Wróciłem z ukraińskich wojaży, w domu na powitanie pojawiły się wnuki, Hania jakoś tak wyjątkowo mocno przytuliła się do dziadka, że starowina ujęty tkliwością wnuczki wziął ją na ręce, choć panienka przy swoich siedmiu latach wagę swoją też posiada. Hania triumfuje: jestem większa od dziadka! No faktycznie: gdy mam ją na rękach, to przerasta mnie o głowę… W dyskusję, czy Hania jest już większa, czy póki co tylko wyższa, wchodzić nie zamierzam. Hania, jak już wlazła dziadkowi na ręce, zleźć nie chce. Rozgląda się po okolicy i widzi świat zupełnie innym niż ze swojej codziennej perspektywy. Dostrzega rzeczy, których z dołu nie widziała, może dotknąć przedmiotów normalnie niedostępnych. Tym bardziej, że dziadek mając wnuczkę pod bliską kontrolą, jest mniej rygorystyczny niż z daleka.
W gruncie rzeczy, czy nie na tym właśnie polega wychowanie i rozwój? Pozwolić dzieciom, potem wnukom wdrapać się na własne plecy, by dalej widziały, więcej rozumiały, nie musiały się zmagać z problemami, które były naszym udziałem? Przecież zależy nam na ich osiągnięciach, wielkości, życiowych sukcesach - i o to właśnie chodzi, byśmy dla owej wielkości stanowili solidny fundament. A że ów fundament często jest mocno zagrzebany w ziemi? Cóż, taki człowieczy los… Zresztą - czyż ja także nie stoję na ramionach protoplastów?
W ramionach dziadka Hania jest wyższa, może dalej patrzeć, więcej zrozumieć - ale pod warunkiem, że młodzieńczy bunt nie każe jej kiedyś definitywnie odrzucić ramion przodków. Zbuntuje się niemal na pewno, będzie chciała po swojemu oceniać i zmieniać świat - ale czy musi odrzucić całkowicie?
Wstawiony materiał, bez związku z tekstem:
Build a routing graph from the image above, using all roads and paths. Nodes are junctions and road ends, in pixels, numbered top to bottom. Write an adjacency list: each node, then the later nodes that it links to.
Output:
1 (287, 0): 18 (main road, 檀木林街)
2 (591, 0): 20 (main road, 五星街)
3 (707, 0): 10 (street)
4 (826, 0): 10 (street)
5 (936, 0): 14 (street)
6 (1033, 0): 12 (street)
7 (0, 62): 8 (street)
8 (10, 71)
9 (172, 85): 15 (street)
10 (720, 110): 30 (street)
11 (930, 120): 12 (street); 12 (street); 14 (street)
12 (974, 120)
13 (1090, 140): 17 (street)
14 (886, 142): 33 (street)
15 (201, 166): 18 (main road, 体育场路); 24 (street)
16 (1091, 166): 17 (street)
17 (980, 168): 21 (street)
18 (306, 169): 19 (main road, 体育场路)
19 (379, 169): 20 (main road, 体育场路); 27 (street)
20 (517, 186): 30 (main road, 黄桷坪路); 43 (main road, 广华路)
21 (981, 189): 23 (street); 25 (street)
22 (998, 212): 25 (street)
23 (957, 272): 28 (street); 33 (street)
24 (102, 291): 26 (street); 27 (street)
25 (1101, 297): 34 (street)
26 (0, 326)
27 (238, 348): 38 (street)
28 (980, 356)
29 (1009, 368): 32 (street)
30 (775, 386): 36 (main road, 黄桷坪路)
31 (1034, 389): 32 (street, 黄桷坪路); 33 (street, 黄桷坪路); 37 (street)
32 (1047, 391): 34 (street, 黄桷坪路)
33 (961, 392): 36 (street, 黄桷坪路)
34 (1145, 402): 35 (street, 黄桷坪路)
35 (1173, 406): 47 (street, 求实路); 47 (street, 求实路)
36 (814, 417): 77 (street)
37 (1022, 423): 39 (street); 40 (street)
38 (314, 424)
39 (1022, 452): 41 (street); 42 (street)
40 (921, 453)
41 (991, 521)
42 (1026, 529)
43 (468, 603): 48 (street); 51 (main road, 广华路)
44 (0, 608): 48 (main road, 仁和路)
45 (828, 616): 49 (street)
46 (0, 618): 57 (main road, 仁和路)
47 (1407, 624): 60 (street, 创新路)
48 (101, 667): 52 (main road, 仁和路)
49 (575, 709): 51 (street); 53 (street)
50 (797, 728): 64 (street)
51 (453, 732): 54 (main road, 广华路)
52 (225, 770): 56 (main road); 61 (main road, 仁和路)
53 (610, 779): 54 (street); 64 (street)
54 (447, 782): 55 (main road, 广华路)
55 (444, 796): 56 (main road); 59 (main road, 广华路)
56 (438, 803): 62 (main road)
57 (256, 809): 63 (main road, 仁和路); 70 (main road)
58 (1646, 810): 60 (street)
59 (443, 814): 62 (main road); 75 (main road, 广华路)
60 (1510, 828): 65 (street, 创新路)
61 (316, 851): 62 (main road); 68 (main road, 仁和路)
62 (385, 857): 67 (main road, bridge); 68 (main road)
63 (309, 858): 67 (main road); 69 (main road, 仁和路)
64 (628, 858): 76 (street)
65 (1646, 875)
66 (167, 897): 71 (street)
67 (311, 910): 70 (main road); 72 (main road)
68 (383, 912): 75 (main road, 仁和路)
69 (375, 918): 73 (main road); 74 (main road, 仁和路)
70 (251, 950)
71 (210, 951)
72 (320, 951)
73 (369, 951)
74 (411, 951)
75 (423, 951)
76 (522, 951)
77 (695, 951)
Tradycja i rozwój - to się da połączyć! I Hania, i Marysia wzięte w ramiona wyciągają rączki zazwyczaj w innych kierunkach, niż skierowałby je dziadek. Co innego je interesuje, choć początkowo dają się przekonać do patrzenia razem. Ale żądają wyjaśnienia tego, co widzą, najpierw bardzo prostego: czy to jest bezpieczne, czy zagraża? Dobre czy złe? Można, czy nie można dotykać? A jak się dotknie, to, co się stanie? Stopniowo chcą wiedzieć coraz więcej, domagają się szczegółowych wyjaśnień, chcą wiedzieć i zrozumieć. Początkowo dziadek jest autorytetem rozstrzygającym, ale to szybko mija. Janek, już dziewięcioletni trzecioklasista, chętnie wchodzi w kontrowersje, tak co do faktów, jak i interpretacji. I jest przekonany, że są dziedziny, w których dziadka nie ma co indagować, bo on sam wie najlepiej. Janek na ręce już się zbytnio nie pcha, jak chce świat widzieć z innej perspektywy, to sam sobie szuka wyższych miejsc. Punkt widzenia zależy od punktu siedzenia - Janek sam chce go sobie wybierać. Trudno go przekonać, że z innego miejsca lepiej widać - wie swoje. Ale do tych miejsc, które wybiera, należy też doświadczenie rodziców i dziadków…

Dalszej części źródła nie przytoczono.